On April 20, 2026, GLJ Research initiated coverage on Comfort Systems USA (NYSE:FIX) with a new Buy rating. The company is a specialty contractor that provides specialized mechanical and electrical services. It has become a key player in the critical data center infrastructure, which needs specialized cooling and electrical systems to support the growth of artificial intelligence (AI) infrastructure.
The new rating comes as Comfort Systems USA prepares to report its first-quarter 2026 results. In its last quarter, the company's earnings beat analyst estimates by 38.4%, and its revenues were 15.8% higher than expected. This resulted in adjusted earnings per share of $9.37, a 129.1% increase from the previous year, on revenues of $2.65 billion.
Looking ahead, Comfort Systems USA's future projects appear strong.
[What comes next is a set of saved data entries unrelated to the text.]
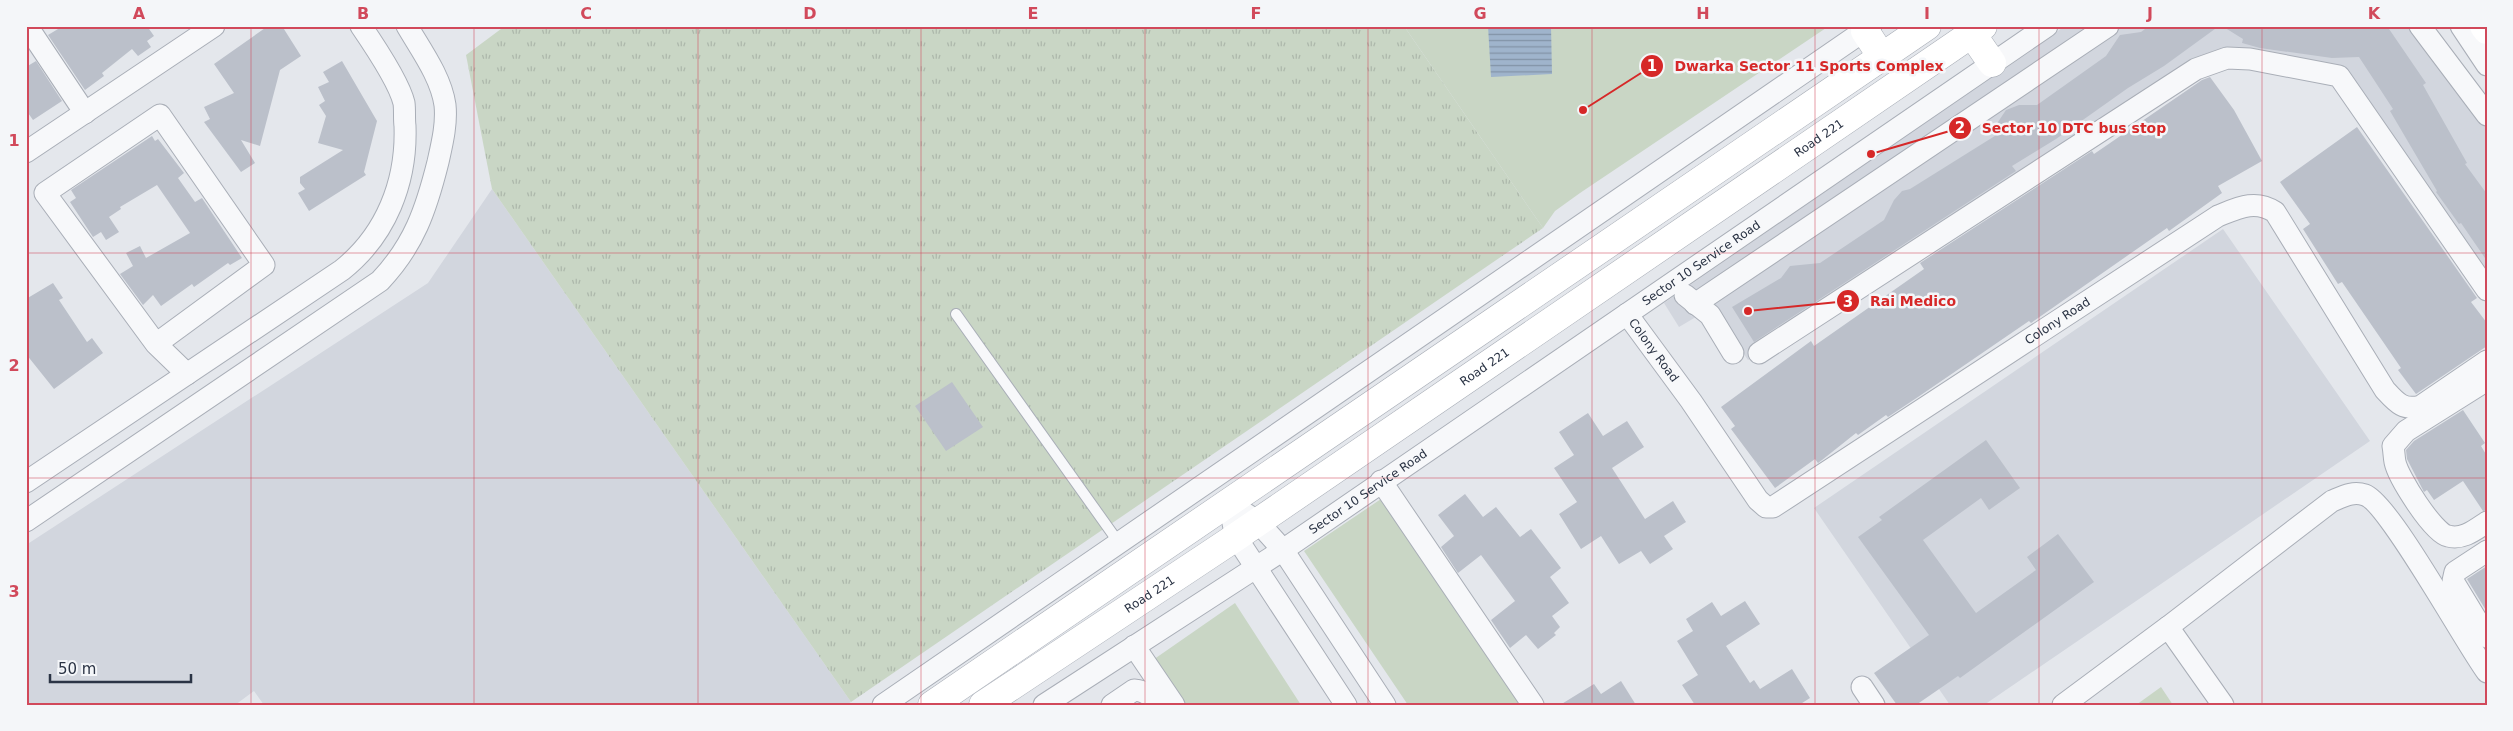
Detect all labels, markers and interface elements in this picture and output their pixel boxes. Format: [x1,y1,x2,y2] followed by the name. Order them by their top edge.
[133,4,146,23] text: A
[357,4,369,23] text: B
[580,4,592,23] text: C
[803,4,817,23] text: D
[1028,4,1038,23] text: E
[1251,4,1261,23] text: F
[1473,4,1487,23] text: G
[1696,4,1710,23] text: H
[1924,4,1930,23] text: I
[2146,4,2153,23] text: J
[2368,4,2381,23] text: K
[1639,51,1954,80] callout: Dwarka Sector 11 Sports Complex
[1647,57,1657,75] text: 1
[1674,58,1944,74] text: Dwarka Sector 11 Sports Complex
[1947,113,2177,142] callout: Sector 10 DTC bus stop
[1792,116,1846,160] street label: Road 221
[1955,119,1965,137] text: 2
[1982,120,2166,136] text: Sector 10 DTC bus stop
[8,131,20,150] text: 1
[1640,218,1763,309] street label: Sector 10 Service Road
[1835,287,1966,316] callout: Rai Medico
[1843,293,1853,311] text: 3
[1870,293,1956,309] text: Rai Medico
[2022,295,2093,347] street label: Colony Road
[1626,316,1682,385] street label: Colony Road
[1457,345,1512,389] street label: Road 221
[8,356,20,375] text: 2
[1306,446,1430,537] street label: Sector 10 Service Road
[1122,573,1177,616] street label: Road 221
[8,582,20,601] text: 3
[50,651,191,683] scale bar
[58,660,96,678] text: 50 m

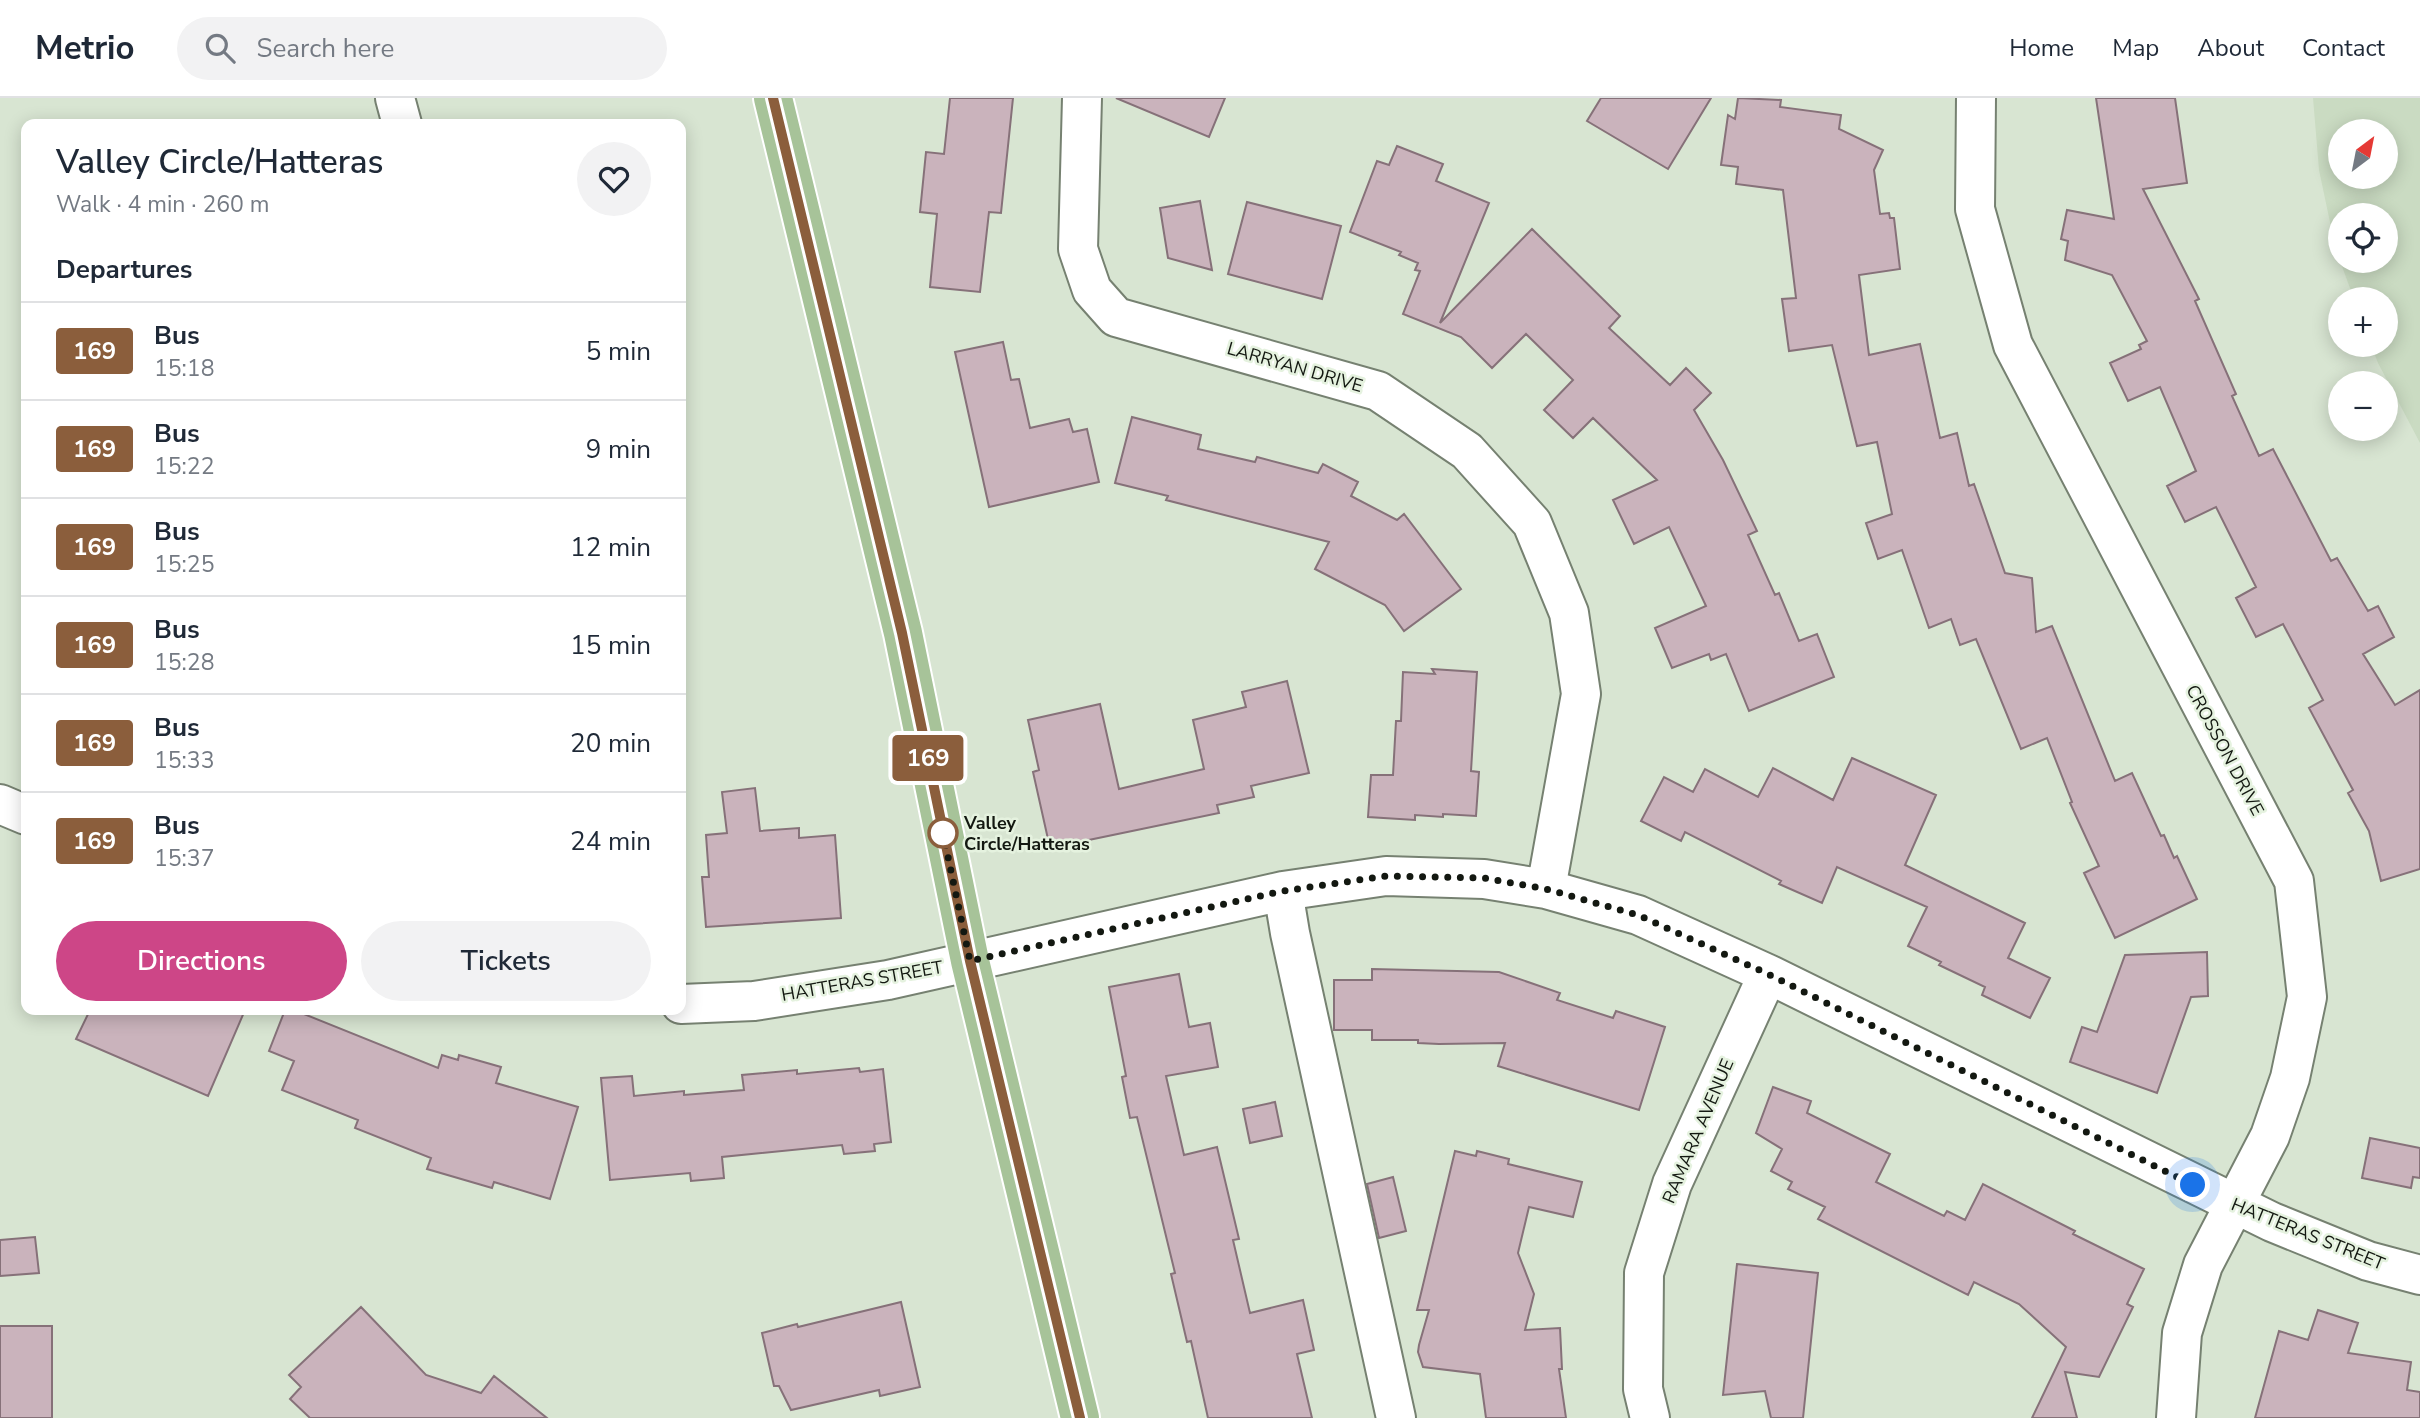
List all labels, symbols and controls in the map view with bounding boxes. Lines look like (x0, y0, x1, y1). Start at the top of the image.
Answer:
search box (177, 17, 667, 80)
text: Metrio (35, 26, 135, 71)
icon: search (201, 29, 239, 67)
text: Search here (257, 31, 394, 66)
text: Home (2009, 32, 2074, 64)
text: Map (2112, 32, 2159, 64)
text: About (2197, 32, 2264, 64)
text: Contact (2302, 32, 2385, 64)
north arrow (2328, 119, 2398, 189)
map controls (2328, 119, 2398, 441)
text: Valley Circle/Hatteras (56, 140, 384, 185)
button: heart (577, 142, 651, 216)
text: Walk · 4 min · 260 m (56, 189, 269, 220)
button: locate (2328, 203, 2398, 273)
text: Departures (56, 252, 192, 287)
button: + (2328, 287, 2398, 357)
text: Bus (154, 318, 200, 353)
text: 5 min (586, 334, 651, 369)
text: 169 (73, 335, 116, 367)
street label: LARRYAN DRIVE (1224, 336, 1366, 398)
text: 15:18 (154, 353, 214, 384)
button: − (2328, 371, 2398, 441)
text: Bus (154, 416, 200, 451)
text: 9 min (586, 432, 651, 467)
text: 169 (73, 433, 116, 465)
text: 15:22 (154, 451, 214, 482)
text: Bus (154, 514, 200, 549)
text: 12 min (570, 530, 651, 565)
text: 169 (73, 531, 116, 563)
text: 15:25 (154, 549, 214, 580)
text: Bus (154, 612, 200, 647)
text: 15 min (570, 628, 651, 663)
text: 169 (73, 629, 116, 661)
text: 15:28 (154, 647, 214, 678)
street label: CROSSON DRIVE (2180, 680, 2270, 820)
text: Bus (154, 710, 200, 745)
text: 20 min (570, 726, 651, 761)
text: 169 (73, 727, 116, 759)
line badge: 169 (888, 735, 968, 781)
text: 169 (906, 742, 950, 774)
text: 15:33 (154, 745, 214, 776)
text: Bus (154, 808, 200, 843)
place label: Valley Circle/Hatteras (963, 811, 1090, 856)
marker: Valley Circle/Hatteras (928, 818, 958, 848)
text: 24 min (570, 824, 651, 859)
text: 169 (73, 825, 116, 857)
text: 15:37 (154, 843, 214, 874)
button: Directions (56, 921, 347, 1001)
button: Tickets (361, 921, 651, 1001)
street label: HATTERAS STREET (779, 955, 945, 1007)
street label: RAMARA AVENUE (1657, 1055, 1739, 1207)
your location (2175, 1167, 2210, 1202)
street label: HATTERAS STREET (2228, 1192, 2389, 1276)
Comfort Systems USA ended 2025 with a record project backlog of $11.94 billion. A project backlog is the total value of work that a company has been hired to do but has not yet completed. This large project backlog is mostly due to high demand from technology and data center projects, which now make up 45% of its revenue.
The share price performance reflects this strong business activity. As highlighted by The Motley Fool, shares of Comfort Systems USA have increased by more than 77% this year and over 374% in the past year. In addition, as highlighted by Zacks Investment Research, the stock holds a #1 (Strong Buy) rating, placing it on the radar for many growth investors.
At the time of the GLJ rating, the stock was trading at $1682.15, near its new 52-week high of $1684.79. Comfort Systems USA has a market capitalization of about $59.33 billion. Market capitalization, or market cap, is the total value of all a company's shares of stock. This shows significant growth from its 52-week low of $321.95.